Erforderlich ist ein maximal 24 Stunden altes Testat – also ein Nachweis über das negative Testergebnis – das zum Beispiel Testzentren oder weitere Teststätten ausstellen. Dazu richtet der Landkreis bereits ab Dienstag, 23. März in Kooperation mit dem DRK Mittelhessen sowie der Stadt Laubach ein Testcenter in der Sport- und Kulturhalle ein. Dieses öffnet am Dienstag, 23. März und Mittwoch, 24. März  jeweils von 14 bis 18 Uhr. Ab Donnerstag,  25. März sowie in der Folgezeit gelten die Öffnungszeiten montags bis samstags von 8 bis 13 Uhr und 14 bis 18 Uhr sowie sonntags von 8 bis 13 Uhr.

Den Testcentern kommt eine wichtige Rolle zu. Auch  in Laubach wird es einen Testcenter geben. (Archivfoto: Jörg-Peter Schmidt) 
Auch Impflotsen Ansprechpartner

Termine können in Kürze online übertestzentrum-drk.de sowie telefonisch über das Impflotsenteam des Landkreises vereinbart werden. Die Laubacher Impflotsen sind erreichbar von 9 bis 16 Uhr unter Telefon 06405 921-424. Je nach Nachfrage sind bereits ab dem 23. März  auch ohne Termine Schnelltests möglich, gegebenenfalls müssen dafür Wartezeiten in Kauf genommen werden.

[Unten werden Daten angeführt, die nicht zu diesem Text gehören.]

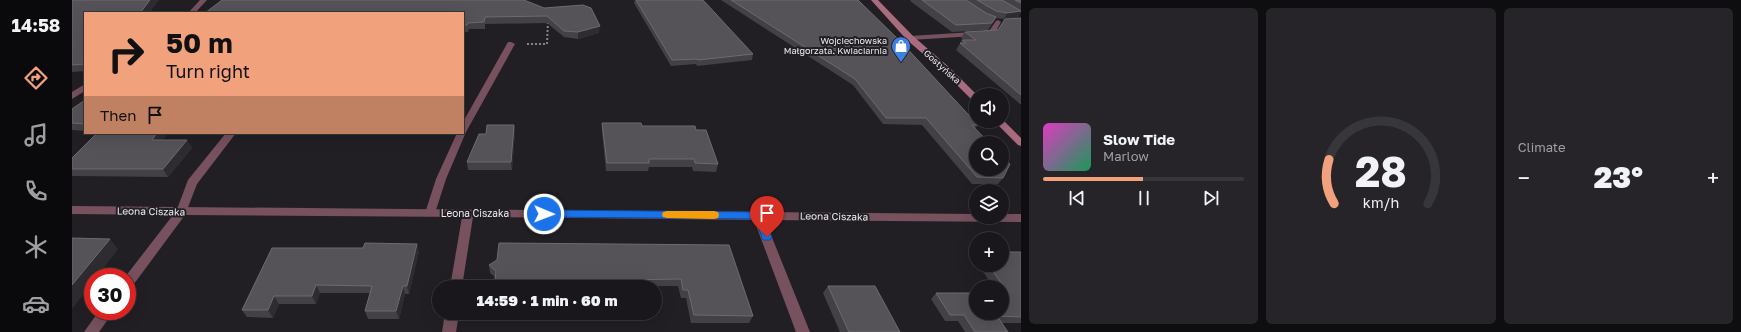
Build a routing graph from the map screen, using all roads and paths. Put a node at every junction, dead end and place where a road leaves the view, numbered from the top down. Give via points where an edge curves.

Weitere Angebote und Informationen rund um kostenlose Schnelltests im Landkreis führt das Gesundheitsamt im Internet unter corona.lkgi.de unter dem Menüpunkt „Schnelltests“ auf.

Nur für Bürger ohne Symptome

Das Gesundheitsamt macht darauf aufmerksam, dass die kostenlosen Schnelltests nur für Personen ohne Symptome vorgehalten werden. Wer Symptome wie trockenen Husten, Erkältungsanzeichen, Geruchs- und Geschmacksverlust hat, muss sich unbedingt zuhause isolieren. In diesem Fall sollte immer telefonisch die Hausarztpraxis oder der Ärztlichen Bereitschaftsdienst kontaktiert werden, um einen laborbasierten PCR-Test vorzunehmen.

Weitere Schritte kreisweit werden geprüft

Wegen der steigenden Infektionszahlen kreisweit wird der Verwaltungsstab des Landkreises weitere Regelungen für alle Kreisgemeinden ab der kommenden Woche prüfen – dies allerdings mit Blick auf die zu erwartenden Bund-Länder-Beschlüsse.